Daniel Drake dsd at laptop.org
Mon Aug 31 00:05:03 EDT 2009


2009/8/31 C. Scott Ananian <cscott at laptop.org>:
> On Thu, Aug 27, 2009 at 7:30 AM, Daniel Drake<dsd at laptop.org> wrote:
>> The server will respond with: "time01: <TIMESTAMP> sig0x: xxx"
>
> I don't understand why this is necessary; there is already a 'time'
> field in the server response for this purpose:
>  http://wiki.laptop.org/go/Theft_deterrence_protocol#Theft-deterrent_server_response

This part was discussing and extending the port 191 protocol, not the
theft deterrence protocol. The port 191 client is in the initramfs,
and the theft deterrence protocol client is separated, on the rootfs
as part of olpc-update-query.

The port 191 protocol is currently as follows:
1. client opens connection, writes its own serial number to socket
2. server writes appropriate lease to socket
3. connections close

Now Martin's work extends that so that the client can send a time01
request on that socket.

>> Both sig01 and sig02 formats are accepted in the server response.
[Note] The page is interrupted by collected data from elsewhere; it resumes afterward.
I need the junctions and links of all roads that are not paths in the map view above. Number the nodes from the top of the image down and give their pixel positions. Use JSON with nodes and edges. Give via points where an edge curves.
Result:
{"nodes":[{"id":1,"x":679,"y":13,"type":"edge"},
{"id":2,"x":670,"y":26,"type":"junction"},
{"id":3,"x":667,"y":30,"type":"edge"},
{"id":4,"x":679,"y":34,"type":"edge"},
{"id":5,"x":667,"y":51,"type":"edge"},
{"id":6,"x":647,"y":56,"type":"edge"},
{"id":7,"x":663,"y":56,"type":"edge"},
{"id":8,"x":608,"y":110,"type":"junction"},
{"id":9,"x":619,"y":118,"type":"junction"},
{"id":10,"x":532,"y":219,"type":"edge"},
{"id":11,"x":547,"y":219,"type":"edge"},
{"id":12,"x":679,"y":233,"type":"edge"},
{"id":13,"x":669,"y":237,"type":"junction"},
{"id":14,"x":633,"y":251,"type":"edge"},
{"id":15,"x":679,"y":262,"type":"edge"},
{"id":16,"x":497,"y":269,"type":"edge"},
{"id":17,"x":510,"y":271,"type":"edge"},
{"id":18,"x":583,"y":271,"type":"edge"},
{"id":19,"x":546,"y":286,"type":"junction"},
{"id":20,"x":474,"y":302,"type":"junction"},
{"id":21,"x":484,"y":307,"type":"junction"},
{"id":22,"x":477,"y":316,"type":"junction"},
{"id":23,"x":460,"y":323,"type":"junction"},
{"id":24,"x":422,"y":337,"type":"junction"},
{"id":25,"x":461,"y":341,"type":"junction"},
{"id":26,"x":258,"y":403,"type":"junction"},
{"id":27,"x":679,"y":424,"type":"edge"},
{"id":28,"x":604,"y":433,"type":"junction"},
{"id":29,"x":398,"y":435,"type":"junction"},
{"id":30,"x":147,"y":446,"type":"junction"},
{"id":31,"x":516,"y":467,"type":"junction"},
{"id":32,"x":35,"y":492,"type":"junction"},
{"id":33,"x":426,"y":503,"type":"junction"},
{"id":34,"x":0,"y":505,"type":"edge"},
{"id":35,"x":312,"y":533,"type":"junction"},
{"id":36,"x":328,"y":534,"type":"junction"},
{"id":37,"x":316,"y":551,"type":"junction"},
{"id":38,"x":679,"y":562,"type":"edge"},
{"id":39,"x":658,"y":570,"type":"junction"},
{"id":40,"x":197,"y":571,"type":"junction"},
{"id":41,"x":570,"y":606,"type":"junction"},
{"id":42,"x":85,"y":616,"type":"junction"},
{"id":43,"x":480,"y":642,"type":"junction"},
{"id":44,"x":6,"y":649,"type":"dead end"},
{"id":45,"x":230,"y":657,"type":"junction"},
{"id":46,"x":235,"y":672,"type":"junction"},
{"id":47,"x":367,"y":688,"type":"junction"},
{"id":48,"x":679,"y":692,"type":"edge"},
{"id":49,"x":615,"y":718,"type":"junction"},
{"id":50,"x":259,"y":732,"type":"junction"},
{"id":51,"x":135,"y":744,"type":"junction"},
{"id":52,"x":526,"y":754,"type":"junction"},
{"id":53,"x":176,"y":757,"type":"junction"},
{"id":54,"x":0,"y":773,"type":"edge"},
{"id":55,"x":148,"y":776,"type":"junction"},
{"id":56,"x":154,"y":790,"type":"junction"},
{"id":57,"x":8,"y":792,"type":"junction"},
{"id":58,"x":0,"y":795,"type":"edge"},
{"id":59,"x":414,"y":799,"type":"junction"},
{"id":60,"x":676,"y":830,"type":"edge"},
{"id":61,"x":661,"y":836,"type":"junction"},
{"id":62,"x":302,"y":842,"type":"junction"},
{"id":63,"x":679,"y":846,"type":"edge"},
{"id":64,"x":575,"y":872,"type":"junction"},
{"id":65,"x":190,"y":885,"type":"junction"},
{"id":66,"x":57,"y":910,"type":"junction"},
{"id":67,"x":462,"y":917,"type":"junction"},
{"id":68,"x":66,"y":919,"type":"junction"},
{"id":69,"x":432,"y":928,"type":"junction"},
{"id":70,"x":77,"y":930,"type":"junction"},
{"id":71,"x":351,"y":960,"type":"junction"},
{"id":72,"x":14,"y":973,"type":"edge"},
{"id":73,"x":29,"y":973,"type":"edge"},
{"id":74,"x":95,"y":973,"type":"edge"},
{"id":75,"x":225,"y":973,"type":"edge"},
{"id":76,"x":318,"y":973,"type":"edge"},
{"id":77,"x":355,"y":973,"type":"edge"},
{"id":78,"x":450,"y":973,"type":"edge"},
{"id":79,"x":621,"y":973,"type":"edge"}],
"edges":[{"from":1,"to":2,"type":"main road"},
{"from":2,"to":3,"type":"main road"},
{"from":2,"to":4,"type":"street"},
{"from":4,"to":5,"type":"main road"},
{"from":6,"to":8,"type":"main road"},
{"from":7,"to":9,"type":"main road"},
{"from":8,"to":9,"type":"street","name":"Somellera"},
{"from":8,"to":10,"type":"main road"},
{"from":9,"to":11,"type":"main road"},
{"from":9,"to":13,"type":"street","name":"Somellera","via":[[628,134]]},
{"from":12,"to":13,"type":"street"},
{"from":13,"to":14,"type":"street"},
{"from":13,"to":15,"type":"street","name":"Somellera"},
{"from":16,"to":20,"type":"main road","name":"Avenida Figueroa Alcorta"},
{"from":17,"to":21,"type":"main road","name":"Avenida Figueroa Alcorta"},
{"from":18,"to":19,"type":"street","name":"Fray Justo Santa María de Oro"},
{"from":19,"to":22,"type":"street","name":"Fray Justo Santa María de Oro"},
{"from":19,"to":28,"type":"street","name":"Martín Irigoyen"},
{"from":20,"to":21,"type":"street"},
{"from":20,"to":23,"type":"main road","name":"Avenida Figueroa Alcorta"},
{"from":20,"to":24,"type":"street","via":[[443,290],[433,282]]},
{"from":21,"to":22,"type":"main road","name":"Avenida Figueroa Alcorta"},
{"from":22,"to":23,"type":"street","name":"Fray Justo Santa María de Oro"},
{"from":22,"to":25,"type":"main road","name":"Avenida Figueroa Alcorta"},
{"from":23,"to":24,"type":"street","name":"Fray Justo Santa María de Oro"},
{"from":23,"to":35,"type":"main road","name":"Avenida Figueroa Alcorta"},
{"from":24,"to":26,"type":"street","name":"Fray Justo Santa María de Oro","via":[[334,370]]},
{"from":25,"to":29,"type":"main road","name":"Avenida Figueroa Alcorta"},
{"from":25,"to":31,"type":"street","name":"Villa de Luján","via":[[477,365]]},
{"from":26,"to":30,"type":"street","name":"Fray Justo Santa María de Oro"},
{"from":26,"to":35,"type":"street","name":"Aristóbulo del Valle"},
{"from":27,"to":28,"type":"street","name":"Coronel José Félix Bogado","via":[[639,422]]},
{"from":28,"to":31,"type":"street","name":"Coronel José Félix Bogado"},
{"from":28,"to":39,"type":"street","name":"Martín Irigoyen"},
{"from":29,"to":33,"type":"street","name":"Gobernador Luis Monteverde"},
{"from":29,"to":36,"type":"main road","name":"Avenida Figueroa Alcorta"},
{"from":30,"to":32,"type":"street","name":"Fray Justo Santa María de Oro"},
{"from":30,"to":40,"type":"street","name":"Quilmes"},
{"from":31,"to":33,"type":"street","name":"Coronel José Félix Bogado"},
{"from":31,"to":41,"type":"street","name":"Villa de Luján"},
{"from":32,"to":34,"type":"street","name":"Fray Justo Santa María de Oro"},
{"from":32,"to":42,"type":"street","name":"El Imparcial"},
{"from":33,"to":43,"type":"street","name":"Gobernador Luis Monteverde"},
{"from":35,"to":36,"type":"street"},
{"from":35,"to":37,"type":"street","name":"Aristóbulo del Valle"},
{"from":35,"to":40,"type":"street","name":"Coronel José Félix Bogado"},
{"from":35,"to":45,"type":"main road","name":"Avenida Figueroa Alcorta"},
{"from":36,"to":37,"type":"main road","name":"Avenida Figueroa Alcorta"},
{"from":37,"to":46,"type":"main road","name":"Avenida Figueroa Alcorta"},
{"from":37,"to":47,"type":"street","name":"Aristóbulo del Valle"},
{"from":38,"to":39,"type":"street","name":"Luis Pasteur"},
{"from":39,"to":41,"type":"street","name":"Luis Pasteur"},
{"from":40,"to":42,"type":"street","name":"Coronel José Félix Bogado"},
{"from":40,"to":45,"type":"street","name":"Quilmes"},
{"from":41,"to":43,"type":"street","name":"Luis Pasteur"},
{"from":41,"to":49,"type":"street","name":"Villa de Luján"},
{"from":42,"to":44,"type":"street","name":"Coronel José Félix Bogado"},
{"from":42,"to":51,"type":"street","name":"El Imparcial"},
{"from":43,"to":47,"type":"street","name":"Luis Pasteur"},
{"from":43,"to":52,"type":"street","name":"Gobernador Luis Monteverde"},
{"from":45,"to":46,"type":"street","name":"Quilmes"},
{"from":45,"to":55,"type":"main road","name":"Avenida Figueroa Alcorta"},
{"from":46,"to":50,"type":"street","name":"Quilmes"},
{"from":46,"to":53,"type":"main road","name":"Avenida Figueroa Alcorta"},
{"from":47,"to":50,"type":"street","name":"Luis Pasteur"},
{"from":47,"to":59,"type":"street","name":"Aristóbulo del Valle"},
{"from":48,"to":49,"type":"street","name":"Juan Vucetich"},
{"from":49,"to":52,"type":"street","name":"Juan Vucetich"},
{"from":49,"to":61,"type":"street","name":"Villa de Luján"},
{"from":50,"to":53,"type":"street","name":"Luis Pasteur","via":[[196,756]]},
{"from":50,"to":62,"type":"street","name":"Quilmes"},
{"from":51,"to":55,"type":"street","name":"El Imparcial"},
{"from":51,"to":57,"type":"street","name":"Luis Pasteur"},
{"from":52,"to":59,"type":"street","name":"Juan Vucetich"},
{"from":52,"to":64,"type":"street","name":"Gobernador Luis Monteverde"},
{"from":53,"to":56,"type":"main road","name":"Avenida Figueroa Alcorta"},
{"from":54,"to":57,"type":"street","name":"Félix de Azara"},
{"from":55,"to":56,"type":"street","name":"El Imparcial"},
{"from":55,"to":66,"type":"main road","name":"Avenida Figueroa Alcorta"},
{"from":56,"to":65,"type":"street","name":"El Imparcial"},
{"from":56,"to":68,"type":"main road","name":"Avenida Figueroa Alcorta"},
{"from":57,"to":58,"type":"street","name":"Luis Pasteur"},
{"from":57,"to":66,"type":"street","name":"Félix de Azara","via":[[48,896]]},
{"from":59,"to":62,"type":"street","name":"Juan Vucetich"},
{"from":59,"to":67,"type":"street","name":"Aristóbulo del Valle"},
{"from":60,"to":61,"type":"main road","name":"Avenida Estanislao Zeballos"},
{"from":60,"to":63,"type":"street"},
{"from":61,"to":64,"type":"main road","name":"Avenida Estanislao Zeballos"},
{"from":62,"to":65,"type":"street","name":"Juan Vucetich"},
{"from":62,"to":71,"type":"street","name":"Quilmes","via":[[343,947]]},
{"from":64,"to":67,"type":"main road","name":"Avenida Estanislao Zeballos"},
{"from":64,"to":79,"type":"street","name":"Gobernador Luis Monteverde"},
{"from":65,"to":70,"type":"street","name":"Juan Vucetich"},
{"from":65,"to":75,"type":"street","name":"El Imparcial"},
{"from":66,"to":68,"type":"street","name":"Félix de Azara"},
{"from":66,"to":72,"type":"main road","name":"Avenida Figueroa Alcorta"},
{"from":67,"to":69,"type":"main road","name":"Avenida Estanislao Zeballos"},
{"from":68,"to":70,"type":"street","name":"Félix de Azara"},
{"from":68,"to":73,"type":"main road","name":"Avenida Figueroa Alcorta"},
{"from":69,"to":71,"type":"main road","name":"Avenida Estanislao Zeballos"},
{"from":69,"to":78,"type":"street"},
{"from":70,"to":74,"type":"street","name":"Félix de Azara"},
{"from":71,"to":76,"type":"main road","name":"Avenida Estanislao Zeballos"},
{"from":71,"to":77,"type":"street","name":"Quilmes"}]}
One
>> important point is that the expiry date of any sig02 keys used in the
>> chain are *not* checked at all -- this is because we're assuming the
>> XO clock might not be accurate.
>
> Server time is trusted, because it is validated with a signature; the
> XO's local time should be updated if necessary, but validation should
> be done with the server's time to avoid races with another process
> updating the XO's clock.

Good point.

>> I would vote that time-publishing should be disabled by default on the
>> XS. However, in the case of the OATS protocol it is not an optional
>> field. Should we extend/amend the protocol?
>
> I'm not sure why you believe it should be disabled.  Hijacking an XS

2 reasons, neither related to attacks :

1. I've seen a lot of bad clocks in regular PCs, which jump around in
time. If you have one of these in your server, you're now likely to
kill all the XOs, even if they have good clocks.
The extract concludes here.